In the presence of water, the HCl dissociates to become H+ and Cl-. My thought was that these ions, in the presence of electrodes, would simply move toward their respective oppositely charged electrode. How do they form electric fields? How does this concept work with electrophoresis and not in my "simpler" concept?   

I haven't been able to find a imiscible solvent system that will crystallize the charged compound yet. Any advice for this approach?

Thanks again everyone!

[Borek]

In the presence of water, the HCl dissociates to become H+ and Cl-. My thought was that these ions, in the presence of electrodes, would simply move toward their respective oppositely charged electrode. How do they form electric fields?

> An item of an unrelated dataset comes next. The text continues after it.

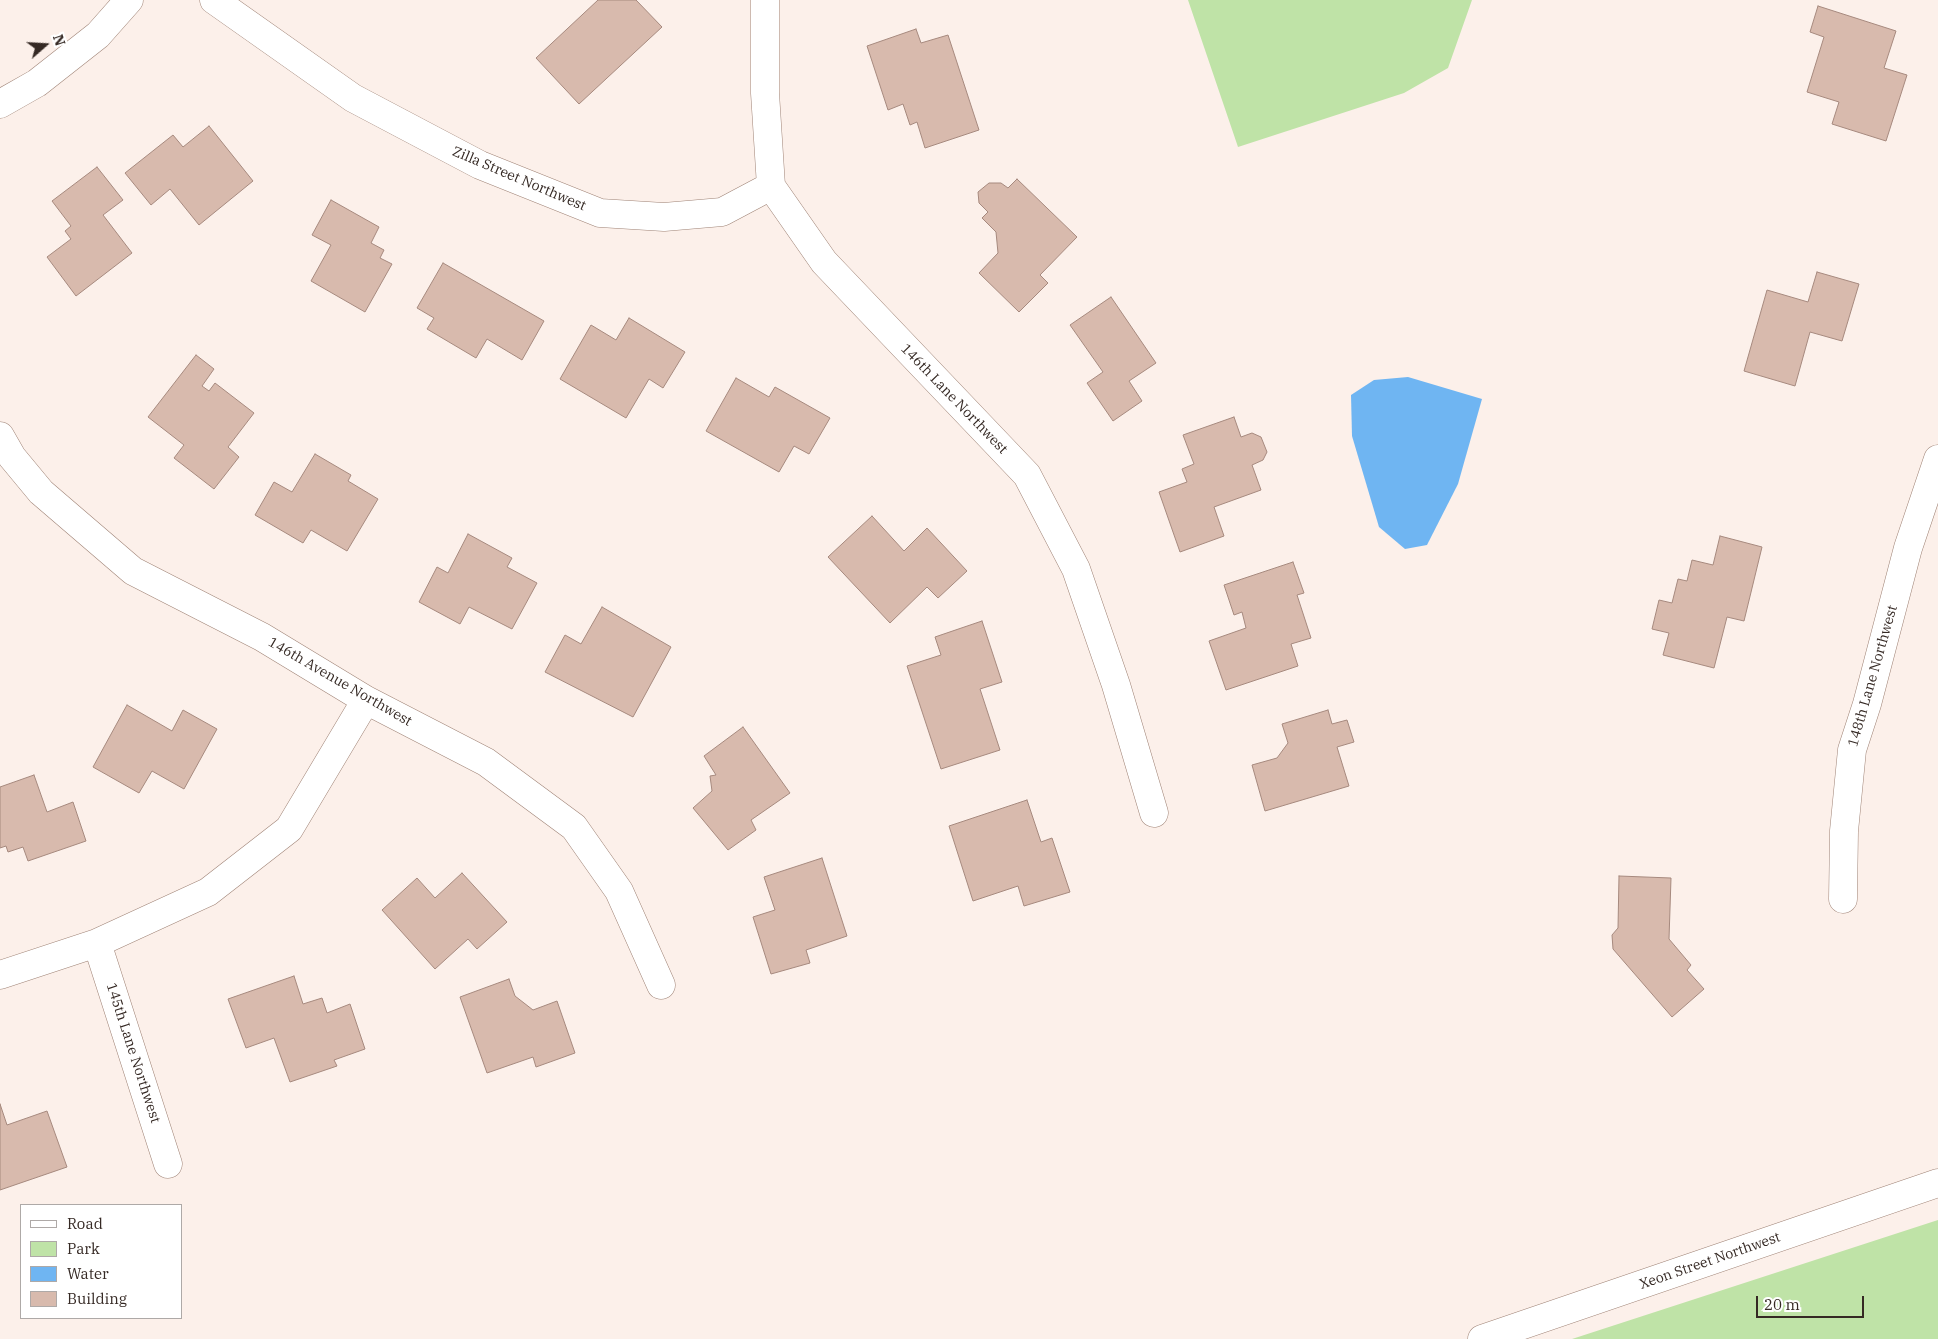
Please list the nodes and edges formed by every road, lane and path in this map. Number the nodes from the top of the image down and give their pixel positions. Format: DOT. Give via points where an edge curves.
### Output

You have an excess of positive charges on one side, and and excess of positive charges on another side. That means there is an electric field and potential difference between them, not much different from what happens in the capacitor. Physics 101.

How does this concept work with electrophoresis and not in my "simpler" concept?

Electrophoresis faces exactly the same problems. High voltages help.

I haven't been able to find a imiscible solvent system that will crystallize the charged compound yet. Any advice for this approach?

I am suggesting quite the opposite - removing the neutral compound. I guess what you are really interested in is purification of the charged one, if you can't separate the charged one, perhaps removing other ones will help?

[LookAroundYou]

The charged compound is in a concentration of about 100 ppm. So only a small amount needs to be attracted to the negatively charged electrode. Does this make much of a difference?

Why does electrophoresis work and my set up seem like it won't? Sorry, I am not quite understanding what is different except for the absence of the aragose gel matrix (which from my understanding only serves to separate different charged particles from each other based on their size).

Thanks for helping me understand what I am missing? Also, what voltages would be required to be successful?

[Borek]

The charged compound is in a concentration of about 100 ppm. So only a small amount needs to be attracted to the negatively charged electrode. Does this make much of a difference?

Perhaps. No idea to be honest.

Why does electrophoresis work and my set up seem like it won't? Sorry, I am not quite understanding what is different except for the absence of the aragose gel matrix (which from my understanding only serves to separate different charged particles from each other based on their size).

Electrophoresis uses voltages in the hundred V range and the gel is there to to prevent convective mixing and to slow down the diffusion. The ions we typically work with in the electrophoresis are quite large, so their diffusion is slow and migration is much more important. Then, we put the sample to be analyzed into a spot, it doesn't occupy whole volume.